*** PROVIDED DATA ***
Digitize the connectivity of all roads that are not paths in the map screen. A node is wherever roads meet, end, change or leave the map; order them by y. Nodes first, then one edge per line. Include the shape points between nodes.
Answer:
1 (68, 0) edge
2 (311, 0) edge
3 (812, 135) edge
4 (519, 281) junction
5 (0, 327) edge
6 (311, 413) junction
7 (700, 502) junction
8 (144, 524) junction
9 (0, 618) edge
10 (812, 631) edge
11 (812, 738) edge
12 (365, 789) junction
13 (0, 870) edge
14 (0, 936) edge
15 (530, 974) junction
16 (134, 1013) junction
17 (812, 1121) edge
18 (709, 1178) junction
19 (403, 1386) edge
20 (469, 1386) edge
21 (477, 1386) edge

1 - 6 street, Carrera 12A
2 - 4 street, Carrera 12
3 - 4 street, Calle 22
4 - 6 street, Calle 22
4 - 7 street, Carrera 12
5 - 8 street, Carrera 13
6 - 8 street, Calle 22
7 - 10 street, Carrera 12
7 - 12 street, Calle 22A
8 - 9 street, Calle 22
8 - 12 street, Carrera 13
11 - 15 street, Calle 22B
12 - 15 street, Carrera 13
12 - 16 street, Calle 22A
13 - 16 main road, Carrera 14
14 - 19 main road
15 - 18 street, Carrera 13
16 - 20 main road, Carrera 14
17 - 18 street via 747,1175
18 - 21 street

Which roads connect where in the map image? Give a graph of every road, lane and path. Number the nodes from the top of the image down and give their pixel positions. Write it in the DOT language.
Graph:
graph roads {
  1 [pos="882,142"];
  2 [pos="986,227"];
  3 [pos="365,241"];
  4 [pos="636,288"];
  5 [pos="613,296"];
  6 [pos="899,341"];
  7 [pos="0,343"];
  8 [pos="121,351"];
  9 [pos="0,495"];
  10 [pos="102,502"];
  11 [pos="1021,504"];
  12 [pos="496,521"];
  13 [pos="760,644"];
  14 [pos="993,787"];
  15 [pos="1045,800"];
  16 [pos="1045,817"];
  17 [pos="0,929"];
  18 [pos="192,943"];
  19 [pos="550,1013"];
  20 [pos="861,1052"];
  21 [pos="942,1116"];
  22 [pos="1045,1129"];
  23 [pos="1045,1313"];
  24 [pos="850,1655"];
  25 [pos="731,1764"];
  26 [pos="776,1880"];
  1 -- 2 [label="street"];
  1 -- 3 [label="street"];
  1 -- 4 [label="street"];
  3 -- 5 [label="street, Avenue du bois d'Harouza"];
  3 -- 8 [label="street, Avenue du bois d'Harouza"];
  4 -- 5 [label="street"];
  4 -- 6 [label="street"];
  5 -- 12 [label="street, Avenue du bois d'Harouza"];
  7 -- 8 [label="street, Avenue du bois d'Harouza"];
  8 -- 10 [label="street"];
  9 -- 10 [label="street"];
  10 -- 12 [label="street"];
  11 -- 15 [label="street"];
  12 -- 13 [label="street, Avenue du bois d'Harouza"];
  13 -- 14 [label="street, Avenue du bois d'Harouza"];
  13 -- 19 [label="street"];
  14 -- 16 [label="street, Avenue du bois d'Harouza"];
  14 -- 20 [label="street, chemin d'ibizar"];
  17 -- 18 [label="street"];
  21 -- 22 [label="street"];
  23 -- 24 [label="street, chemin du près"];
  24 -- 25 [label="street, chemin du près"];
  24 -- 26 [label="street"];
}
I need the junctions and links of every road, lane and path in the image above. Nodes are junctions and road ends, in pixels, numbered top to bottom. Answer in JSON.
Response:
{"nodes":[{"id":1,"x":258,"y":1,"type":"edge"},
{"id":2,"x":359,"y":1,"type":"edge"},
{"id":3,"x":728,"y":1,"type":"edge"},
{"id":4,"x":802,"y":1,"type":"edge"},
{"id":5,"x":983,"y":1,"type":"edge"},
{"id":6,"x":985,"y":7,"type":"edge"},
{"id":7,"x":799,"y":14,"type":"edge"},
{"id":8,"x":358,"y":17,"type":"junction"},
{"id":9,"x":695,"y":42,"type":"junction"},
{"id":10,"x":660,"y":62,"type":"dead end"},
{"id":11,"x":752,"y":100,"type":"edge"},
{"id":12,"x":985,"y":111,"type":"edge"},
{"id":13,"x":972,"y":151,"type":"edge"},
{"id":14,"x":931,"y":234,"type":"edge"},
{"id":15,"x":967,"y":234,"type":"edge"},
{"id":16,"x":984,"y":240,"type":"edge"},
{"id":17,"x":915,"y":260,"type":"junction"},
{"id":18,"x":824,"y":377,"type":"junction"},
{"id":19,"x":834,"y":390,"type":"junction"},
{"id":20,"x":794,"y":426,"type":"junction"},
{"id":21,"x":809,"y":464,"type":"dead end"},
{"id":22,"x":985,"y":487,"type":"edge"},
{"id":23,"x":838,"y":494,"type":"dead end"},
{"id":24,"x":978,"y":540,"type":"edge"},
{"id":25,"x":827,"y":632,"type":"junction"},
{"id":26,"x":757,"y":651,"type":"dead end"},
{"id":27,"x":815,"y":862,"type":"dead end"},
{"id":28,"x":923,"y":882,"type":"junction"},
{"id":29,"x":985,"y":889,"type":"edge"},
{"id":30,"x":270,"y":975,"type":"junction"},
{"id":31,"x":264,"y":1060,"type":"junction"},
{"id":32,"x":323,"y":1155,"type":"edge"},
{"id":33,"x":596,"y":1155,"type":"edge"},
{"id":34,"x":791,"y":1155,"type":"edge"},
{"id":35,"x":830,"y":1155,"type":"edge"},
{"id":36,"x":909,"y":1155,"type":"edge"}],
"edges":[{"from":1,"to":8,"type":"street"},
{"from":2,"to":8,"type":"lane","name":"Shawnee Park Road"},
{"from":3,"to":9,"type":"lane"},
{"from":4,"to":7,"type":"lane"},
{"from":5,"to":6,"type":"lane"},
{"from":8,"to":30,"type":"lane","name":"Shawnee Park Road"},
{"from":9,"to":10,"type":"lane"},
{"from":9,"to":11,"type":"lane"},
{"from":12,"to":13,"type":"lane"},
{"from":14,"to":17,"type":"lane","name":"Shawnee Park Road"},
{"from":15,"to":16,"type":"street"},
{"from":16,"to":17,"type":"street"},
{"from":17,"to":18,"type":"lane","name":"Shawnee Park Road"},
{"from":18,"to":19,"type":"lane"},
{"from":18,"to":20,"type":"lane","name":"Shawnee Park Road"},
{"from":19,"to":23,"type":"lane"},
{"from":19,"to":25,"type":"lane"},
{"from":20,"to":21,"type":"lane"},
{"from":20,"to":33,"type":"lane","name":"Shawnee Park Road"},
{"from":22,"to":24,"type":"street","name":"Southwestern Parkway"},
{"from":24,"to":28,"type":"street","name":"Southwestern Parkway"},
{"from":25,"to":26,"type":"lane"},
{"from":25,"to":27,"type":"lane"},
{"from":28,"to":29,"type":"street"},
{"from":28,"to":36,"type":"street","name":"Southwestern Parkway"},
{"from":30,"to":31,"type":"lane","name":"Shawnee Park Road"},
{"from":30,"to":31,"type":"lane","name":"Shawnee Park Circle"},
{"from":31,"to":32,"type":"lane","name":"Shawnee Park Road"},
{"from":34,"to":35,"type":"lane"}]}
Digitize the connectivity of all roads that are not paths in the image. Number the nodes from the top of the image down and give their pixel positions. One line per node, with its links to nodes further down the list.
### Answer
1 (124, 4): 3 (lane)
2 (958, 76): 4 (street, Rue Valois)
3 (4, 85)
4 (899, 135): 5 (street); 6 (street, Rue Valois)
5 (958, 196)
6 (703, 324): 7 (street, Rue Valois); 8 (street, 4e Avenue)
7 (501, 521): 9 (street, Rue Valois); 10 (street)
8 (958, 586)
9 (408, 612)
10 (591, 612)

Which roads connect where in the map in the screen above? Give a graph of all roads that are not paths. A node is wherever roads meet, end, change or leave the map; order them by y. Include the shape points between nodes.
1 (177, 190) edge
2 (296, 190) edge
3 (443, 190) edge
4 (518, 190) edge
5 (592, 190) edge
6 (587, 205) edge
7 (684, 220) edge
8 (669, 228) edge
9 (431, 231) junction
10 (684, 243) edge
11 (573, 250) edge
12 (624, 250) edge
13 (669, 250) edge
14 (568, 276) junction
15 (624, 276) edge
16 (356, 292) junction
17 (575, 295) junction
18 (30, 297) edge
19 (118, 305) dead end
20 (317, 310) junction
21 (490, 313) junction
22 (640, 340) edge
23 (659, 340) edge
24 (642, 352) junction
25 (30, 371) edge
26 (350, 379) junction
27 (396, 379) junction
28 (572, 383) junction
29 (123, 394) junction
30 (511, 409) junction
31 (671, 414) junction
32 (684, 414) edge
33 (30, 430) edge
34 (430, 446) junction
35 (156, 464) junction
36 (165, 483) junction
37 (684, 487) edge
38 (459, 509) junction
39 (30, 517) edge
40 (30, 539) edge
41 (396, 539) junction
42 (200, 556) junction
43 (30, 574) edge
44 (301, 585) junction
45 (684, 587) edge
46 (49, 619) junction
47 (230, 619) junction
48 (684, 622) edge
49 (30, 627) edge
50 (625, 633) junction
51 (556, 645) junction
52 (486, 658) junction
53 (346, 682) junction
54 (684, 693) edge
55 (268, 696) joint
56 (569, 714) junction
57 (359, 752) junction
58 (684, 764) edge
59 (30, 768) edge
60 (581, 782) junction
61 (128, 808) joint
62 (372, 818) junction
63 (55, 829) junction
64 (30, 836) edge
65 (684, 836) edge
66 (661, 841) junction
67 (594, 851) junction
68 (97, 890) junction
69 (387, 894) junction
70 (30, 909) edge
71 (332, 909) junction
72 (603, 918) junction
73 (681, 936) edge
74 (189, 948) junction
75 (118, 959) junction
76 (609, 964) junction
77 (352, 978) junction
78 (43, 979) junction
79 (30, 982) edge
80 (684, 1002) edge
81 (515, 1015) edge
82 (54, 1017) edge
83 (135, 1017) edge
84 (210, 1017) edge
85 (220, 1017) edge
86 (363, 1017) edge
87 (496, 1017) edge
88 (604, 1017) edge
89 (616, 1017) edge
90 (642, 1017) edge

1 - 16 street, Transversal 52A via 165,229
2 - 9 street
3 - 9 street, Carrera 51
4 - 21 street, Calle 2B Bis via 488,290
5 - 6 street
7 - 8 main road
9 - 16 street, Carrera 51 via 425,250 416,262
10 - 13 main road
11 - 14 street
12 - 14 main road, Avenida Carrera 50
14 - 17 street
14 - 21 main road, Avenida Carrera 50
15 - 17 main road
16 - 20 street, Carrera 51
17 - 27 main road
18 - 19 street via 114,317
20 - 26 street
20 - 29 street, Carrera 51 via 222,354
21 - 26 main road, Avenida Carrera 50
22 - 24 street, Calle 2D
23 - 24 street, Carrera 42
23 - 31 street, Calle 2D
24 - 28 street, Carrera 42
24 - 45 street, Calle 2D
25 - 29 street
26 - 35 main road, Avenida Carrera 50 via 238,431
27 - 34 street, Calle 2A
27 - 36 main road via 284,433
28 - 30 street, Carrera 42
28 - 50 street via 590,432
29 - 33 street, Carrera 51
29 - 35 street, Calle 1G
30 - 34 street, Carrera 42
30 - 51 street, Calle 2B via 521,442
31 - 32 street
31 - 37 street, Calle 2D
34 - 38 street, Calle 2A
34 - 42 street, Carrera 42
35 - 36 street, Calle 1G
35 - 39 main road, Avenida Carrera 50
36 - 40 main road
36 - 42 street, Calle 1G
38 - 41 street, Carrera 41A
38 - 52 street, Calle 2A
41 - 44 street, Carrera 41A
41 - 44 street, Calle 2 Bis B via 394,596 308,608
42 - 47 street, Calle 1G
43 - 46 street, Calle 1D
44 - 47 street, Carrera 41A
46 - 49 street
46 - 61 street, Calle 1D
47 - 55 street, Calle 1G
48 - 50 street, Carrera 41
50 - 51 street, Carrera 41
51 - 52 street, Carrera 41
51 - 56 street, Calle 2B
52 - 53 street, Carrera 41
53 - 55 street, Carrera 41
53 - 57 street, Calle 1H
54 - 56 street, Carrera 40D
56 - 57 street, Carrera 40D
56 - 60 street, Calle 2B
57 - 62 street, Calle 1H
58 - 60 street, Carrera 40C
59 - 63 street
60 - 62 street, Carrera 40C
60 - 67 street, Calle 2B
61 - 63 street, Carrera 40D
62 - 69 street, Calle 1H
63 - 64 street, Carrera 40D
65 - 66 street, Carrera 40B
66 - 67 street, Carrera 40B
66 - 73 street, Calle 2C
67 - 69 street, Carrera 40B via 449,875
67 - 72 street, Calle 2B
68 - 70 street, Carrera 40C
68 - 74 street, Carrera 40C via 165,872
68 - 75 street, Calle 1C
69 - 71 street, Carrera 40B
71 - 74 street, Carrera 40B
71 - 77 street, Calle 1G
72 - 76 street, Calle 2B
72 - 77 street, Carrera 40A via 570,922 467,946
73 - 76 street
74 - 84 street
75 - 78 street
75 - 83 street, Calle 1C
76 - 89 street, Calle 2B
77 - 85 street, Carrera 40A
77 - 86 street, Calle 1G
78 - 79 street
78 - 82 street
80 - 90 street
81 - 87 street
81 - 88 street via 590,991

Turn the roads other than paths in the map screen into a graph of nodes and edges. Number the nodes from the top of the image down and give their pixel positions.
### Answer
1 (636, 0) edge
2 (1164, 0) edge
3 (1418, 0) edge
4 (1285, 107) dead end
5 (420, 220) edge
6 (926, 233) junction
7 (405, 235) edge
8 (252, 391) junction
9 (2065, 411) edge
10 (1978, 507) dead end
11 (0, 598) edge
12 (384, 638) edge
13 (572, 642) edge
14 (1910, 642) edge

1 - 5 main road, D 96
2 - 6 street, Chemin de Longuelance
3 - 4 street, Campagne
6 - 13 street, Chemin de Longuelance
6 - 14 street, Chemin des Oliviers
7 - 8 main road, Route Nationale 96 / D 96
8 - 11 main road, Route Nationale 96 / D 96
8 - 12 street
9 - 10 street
*** End of PROVIDED DATA ***
ABOUT THIS TASK:
Which lines of the data above contain the string "wherever"? Copy each of them.

ANSWER BOX:
Digitize the connectivity of all roads that are not paths in the map screen. A node is wherever roads meet, end, change or leave the map; order them by y. Nodes first, then one edge per line. Include the shape points between nodes.
Which roads connect where in the map in the screen above? Give a graph of all roads that are not paths. A node is wherever roads meet, end, change or leave the map; order them by y. Include the shape points between nodes.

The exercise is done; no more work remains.